--- EXERCISE BRIEF ---
For the data below, give the number of lines in which "تبارك" occurs. Include nothing besides that number.

--- EXTRACTED MATERIAL ---
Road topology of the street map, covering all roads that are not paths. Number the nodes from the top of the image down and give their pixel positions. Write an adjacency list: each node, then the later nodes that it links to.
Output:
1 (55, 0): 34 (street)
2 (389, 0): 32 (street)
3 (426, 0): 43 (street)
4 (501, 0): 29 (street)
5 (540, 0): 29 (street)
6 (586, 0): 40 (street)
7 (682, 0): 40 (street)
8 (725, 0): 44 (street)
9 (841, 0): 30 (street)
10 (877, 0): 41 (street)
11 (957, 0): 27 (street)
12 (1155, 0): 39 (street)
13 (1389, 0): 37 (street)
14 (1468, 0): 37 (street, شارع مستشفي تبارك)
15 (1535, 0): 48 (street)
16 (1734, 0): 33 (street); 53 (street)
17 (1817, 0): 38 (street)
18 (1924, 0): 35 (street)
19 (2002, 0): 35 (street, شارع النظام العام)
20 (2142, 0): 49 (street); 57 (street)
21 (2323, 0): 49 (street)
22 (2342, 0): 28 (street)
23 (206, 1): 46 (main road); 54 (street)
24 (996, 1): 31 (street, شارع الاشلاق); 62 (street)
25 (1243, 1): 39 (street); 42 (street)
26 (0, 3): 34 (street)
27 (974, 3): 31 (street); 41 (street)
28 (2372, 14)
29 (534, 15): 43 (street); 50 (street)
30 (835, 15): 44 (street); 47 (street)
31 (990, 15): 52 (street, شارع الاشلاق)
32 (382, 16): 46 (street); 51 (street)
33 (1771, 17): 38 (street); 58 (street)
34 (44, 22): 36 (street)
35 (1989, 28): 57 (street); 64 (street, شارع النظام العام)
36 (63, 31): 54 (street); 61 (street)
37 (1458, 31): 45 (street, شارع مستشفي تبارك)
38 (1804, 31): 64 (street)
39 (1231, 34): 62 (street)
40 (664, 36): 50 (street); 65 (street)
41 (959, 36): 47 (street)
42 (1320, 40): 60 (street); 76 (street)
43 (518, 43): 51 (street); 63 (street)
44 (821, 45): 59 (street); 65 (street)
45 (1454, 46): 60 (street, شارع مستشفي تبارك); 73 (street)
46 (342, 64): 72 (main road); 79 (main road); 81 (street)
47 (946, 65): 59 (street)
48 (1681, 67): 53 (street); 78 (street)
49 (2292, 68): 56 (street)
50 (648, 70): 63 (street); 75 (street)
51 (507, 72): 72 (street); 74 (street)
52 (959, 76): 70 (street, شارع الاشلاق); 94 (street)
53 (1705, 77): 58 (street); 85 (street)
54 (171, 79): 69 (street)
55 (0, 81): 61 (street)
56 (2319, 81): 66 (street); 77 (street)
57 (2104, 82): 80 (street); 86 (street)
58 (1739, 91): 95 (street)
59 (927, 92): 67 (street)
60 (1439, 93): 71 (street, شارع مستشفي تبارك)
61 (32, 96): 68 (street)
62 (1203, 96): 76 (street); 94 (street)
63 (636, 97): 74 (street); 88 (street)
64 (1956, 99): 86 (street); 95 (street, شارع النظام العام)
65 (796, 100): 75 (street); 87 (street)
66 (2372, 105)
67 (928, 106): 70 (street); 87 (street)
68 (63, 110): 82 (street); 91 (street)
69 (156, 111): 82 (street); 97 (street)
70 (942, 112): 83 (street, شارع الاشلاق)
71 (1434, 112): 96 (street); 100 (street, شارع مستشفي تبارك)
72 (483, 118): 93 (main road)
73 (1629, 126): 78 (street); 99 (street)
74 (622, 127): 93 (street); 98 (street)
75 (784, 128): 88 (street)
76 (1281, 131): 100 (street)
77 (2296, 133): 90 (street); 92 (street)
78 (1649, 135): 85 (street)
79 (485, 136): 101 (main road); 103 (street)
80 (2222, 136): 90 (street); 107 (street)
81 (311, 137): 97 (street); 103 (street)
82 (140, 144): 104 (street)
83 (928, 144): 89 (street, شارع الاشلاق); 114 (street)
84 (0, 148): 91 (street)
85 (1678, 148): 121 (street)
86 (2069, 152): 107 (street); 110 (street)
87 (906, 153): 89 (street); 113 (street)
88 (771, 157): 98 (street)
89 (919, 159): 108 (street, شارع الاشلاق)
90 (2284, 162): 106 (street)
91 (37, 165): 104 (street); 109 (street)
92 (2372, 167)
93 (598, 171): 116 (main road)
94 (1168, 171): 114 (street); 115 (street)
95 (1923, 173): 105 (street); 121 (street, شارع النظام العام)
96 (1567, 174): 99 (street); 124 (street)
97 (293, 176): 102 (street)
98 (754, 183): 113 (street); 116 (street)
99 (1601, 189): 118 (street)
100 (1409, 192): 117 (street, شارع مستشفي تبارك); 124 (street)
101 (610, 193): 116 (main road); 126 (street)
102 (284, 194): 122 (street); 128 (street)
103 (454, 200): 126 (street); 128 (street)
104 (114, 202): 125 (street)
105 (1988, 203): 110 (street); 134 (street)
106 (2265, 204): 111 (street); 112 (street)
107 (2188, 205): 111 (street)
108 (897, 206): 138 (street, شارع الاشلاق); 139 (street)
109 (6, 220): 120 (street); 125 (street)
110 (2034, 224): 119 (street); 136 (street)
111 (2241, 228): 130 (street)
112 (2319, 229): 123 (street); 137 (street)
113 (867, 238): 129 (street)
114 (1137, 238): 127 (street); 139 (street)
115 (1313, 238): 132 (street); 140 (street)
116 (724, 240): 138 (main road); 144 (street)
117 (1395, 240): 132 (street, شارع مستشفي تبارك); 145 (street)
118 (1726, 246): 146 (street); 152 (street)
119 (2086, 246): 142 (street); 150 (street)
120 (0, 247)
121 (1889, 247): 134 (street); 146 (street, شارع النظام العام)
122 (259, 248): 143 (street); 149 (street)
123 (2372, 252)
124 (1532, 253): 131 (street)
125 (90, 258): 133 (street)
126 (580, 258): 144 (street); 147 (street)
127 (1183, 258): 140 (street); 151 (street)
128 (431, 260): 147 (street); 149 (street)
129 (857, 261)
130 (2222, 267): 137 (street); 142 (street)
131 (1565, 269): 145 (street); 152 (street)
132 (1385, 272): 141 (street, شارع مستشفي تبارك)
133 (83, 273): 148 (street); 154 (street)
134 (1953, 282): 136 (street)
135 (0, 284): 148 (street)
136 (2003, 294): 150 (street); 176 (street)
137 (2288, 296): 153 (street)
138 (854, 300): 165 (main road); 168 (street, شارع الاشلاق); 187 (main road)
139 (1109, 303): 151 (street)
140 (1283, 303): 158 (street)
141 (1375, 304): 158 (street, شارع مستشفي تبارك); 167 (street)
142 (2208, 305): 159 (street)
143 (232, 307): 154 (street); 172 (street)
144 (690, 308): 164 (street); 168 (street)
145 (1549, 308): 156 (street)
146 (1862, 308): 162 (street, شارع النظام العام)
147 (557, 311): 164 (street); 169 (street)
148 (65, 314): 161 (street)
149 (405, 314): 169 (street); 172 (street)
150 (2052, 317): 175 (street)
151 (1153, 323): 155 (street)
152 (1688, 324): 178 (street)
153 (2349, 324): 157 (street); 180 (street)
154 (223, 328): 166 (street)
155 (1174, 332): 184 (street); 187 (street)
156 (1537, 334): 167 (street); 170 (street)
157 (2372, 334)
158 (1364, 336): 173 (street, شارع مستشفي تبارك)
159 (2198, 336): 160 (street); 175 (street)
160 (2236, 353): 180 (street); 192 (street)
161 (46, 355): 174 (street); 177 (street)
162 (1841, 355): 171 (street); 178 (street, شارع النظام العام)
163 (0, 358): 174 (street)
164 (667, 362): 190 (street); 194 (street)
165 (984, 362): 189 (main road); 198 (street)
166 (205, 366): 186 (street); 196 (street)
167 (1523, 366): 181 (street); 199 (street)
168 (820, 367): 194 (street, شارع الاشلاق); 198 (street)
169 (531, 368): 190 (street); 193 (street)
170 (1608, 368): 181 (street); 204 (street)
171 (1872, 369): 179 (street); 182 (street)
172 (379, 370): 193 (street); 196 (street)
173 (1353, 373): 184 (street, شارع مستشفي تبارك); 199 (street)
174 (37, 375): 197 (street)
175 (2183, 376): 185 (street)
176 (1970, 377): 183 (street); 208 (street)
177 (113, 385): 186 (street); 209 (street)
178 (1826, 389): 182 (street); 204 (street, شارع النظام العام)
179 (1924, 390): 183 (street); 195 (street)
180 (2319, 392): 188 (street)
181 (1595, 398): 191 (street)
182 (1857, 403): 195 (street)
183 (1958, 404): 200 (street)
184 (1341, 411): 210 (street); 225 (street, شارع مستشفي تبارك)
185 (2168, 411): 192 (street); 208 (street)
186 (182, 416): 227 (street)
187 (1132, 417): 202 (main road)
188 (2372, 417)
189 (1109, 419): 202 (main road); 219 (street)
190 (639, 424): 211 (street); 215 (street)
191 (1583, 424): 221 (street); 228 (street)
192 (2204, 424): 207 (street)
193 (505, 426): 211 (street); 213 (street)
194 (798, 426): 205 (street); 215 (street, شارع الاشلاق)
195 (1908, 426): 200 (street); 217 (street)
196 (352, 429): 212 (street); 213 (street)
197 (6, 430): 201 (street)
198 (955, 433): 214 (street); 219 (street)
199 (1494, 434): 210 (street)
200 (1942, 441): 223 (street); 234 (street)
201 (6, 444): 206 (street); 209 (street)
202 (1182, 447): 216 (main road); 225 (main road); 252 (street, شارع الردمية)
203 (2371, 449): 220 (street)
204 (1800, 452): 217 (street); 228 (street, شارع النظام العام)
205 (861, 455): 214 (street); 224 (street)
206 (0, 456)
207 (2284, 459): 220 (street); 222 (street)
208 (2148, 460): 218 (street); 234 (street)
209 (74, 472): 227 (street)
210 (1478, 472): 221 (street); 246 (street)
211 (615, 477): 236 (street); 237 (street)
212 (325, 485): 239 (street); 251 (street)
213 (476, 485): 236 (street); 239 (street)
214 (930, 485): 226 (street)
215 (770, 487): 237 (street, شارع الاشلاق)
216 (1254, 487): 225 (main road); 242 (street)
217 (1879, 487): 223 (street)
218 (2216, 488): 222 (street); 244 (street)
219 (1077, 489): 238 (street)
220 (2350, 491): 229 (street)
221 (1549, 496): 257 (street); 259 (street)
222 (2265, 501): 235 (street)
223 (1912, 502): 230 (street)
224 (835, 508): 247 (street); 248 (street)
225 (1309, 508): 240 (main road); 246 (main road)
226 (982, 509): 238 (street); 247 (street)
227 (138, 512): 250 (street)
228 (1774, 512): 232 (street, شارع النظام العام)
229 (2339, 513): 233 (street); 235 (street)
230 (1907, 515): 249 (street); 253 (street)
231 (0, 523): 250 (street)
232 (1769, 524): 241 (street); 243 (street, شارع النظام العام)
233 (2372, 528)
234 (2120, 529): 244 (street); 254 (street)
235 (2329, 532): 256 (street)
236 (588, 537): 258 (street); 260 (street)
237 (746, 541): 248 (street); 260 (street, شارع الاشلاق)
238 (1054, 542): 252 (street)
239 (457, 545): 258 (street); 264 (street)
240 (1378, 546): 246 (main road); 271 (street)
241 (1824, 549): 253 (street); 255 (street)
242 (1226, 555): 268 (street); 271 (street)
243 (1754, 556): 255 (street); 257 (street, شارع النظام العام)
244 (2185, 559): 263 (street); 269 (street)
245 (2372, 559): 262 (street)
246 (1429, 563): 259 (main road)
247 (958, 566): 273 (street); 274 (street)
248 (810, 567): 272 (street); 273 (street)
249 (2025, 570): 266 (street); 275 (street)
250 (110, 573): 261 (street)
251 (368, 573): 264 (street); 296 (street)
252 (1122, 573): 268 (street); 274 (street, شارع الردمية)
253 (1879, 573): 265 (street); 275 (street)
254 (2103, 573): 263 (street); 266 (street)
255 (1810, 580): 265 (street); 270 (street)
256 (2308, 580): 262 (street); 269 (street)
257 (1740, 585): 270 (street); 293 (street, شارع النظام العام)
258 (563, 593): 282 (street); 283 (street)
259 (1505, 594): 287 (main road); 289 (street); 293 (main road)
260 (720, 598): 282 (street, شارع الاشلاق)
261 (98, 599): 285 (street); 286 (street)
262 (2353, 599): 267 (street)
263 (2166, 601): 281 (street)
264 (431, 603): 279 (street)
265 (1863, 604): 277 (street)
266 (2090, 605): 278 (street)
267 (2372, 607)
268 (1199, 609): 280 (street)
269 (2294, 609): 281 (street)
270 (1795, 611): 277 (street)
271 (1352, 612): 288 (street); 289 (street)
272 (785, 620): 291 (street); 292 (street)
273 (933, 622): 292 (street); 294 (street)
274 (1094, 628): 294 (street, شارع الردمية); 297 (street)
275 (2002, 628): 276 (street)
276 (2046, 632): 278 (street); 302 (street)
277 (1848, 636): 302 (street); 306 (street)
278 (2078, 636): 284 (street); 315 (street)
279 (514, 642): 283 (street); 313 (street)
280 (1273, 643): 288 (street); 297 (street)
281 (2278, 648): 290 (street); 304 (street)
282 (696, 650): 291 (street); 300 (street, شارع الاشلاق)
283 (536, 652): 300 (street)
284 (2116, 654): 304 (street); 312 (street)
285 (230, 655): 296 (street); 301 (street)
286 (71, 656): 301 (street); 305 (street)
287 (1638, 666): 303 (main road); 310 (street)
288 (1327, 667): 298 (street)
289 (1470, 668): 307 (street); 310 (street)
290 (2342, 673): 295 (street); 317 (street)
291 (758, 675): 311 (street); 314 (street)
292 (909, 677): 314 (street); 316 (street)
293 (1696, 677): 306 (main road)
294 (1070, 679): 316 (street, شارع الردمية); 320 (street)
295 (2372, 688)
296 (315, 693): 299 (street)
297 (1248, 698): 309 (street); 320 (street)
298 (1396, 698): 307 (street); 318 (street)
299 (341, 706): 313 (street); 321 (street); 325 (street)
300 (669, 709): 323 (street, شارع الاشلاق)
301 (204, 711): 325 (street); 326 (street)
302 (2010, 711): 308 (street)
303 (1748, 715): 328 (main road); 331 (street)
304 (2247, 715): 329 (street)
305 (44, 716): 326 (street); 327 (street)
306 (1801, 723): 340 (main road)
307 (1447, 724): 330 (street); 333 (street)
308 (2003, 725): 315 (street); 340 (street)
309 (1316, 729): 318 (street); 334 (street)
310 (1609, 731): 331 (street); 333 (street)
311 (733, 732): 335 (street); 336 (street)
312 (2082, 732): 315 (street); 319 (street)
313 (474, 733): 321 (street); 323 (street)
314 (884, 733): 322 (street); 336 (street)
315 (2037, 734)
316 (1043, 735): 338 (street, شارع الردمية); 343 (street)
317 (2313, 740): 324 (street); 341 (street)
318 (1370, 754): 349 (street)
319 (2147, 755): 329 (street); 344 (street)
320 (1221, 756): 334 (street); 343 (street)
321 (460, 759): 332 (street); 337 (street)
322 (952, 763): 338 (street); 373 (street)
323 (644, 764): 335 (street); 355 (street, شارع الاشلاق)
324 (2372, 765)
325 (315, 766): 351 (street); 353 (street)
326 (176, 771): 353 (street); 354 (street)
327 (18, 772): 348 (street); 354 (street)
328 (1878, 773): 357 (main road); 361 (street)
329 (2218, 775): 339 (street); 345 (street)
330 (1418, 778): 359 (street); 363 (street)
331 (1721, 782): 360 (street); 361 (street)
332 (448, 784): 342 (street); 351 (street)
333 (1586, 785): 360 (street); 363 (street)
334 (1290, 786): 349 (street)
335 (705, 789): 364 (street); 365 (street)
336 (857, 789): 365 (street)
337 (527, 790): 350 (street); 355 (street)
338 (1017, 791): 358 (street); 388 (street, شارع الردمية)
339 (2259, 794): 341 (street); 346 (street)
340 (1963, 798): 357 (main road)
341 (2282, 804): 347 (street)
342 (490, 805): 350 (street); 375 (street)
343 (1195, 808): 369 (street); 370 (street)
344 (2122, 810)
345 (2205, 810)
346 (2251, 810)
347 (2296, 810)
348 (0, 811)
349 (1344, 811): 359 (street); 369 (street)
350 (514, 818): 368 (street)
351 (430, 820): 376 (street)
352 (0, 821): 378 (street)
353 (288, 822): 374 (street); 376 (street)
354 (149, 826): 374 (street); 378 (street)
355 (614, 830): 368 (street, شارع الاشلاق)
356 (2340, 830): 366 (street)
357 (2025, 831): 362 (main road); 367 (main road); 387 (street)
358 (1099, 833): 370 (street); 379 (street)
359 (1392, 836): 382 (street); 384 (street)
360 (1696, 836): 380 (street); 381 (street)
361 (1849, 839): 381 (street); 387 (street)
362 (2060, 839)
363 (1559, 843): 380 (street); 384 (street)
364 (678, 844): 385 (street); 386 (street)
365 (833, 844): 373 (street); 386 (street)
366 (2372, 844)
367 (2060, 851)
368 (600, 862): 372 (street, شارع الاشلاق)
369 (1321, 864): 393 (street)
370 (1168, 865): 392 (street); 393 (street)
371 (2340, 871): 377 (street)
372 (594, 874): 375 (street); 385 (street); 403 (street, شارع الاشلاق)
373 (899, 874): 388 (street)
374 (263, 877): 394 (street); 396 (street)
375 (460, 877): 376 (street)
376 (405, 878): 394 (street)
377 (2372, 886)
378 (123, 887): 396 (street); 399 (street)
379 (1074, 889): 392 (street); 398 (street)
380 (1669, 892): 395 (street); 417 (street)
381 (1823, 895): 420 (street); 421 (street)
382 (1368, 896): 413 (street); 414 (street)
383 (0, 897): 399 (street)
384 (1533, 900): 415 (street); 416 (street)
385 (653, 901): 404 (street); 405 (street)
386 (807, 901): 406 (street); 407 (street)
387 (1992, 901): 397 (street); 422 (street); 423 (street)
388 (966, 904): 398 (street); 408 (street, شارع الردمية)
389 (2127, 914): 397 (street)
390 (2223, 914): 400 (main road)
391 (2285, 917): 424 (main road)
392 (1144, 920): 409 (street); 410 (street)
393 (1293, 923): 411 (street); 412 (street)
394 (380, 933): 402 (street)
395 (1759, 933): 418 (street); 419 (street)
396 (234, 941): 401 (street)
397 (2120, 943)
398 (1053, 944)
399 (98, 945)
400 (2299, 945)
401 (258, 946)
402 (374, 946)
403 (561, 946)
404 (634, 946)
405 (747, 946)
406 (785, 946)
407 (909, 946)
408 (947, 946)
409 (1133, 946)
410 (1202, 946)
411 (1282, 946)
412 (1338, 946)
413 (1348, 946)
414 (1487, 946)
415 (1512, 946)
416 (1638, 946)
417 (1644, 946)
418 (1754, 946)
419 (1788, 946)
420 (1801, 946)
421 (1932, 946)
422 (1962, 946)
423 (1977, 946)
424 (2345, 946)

--- ANSWER AREA ---
12